What you need to do:
Would you copy each line of the data below that has "their"?

The data:
::::::::

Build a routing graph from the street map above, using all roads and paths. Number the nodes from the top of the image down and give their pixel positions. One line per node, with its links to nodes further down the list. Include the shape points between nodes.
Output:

::::::::

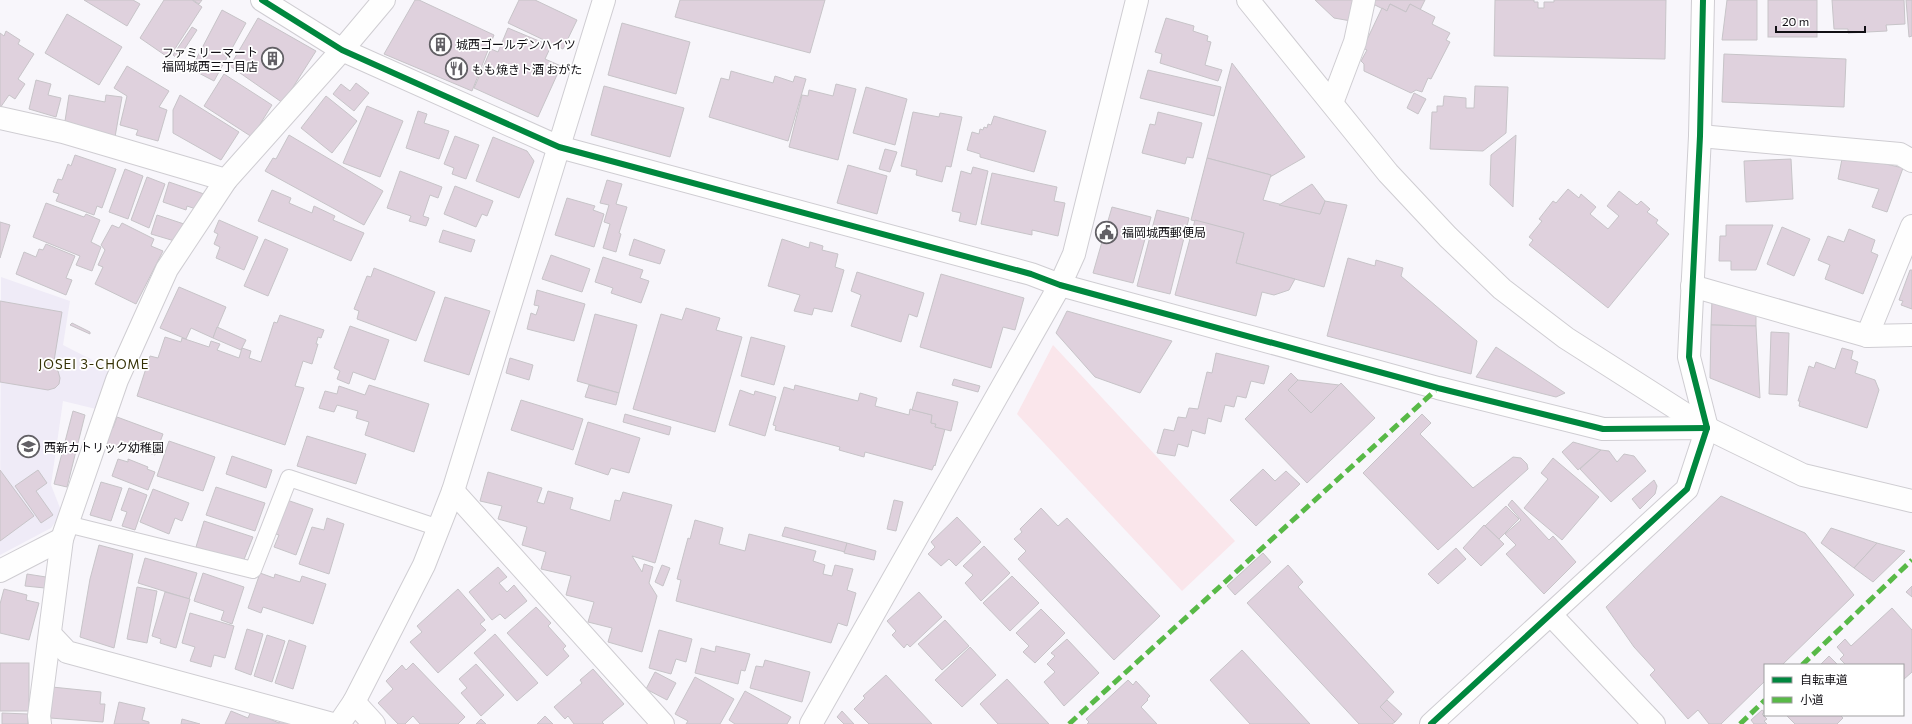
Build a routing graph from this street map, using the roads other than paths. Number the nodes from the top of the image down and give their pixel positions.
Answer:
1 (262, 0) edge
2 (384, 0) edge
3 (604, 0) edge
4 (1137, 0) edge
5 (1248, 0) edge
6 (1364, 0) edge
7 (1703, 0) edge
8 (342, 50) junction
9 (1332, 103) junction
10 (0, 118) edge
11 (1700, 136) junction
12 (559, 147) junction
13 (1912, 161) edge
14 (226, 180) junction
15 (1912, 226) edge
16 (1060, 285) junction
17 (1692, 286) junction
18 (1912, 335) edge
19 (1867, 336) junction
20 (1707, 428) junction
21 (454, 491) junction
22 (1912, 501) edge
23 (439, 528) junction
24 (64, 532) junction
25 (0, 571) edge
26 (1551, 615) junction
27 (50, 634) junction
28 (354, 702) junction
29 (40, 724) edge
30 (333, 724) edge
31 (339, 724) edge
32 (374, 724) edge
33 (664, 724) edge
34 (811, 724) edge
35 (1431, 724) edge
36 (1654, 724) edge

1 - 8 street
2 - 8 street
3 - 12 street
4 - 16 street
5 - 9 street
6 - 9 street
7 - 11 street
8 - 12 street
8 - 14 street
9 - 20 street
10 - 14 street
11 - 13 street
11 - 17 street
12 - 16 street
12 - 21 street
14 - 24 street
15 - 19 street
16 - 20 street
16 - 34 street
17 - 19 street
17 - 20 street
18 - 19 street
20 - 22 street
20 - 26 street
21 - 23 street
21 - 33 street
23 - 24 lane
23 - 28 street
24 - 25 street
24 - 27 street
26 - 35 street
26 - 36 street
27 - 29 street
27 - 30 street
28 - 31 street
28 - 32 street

::::::::

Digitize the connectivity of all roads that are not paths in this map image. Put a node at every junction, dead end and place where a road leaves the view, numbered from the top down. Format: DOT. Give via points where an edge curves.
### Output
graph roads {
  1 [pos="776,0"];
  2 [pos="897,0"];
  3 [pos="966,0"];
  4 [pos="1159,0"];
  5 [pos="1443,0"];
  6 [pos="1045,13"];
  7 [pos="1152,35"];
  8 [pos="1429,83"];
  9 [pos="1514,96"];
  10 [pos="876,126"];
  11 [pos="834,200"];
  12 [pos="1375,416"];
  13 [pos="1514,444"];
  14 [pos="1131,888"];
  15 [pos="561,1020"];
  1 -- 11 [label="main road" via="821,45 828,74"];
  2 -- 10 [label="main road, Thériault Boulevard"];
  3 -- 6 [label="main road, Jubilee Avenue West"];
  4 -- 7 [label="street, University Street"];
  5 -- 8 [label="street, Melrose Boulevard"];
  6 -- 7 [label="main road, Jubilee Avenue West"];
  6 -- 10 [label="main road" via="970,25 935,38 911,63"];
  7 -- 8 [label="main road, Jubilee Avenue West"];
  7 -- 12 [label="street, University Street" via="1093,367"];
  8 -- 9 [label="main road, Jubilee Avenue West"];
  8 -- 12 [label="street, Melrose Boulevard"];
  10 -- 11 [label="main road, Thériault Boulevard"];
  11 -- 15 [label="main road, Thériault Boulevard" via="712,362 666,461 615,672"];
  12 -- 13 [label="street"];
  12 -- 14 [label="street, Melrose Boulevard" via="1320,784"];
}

::::::::

Exercise answer:
Build a routing graph from the street map above, using all roads and paths. Number the nodes from the top of the image down and give their pixel positions. One line per node, with its links to nodes further down the list. Include the shape points between nodes.
Build a routing graph from this street map, using the roads other than paths. Number the nodes from the top of the image down and give their pixel positions.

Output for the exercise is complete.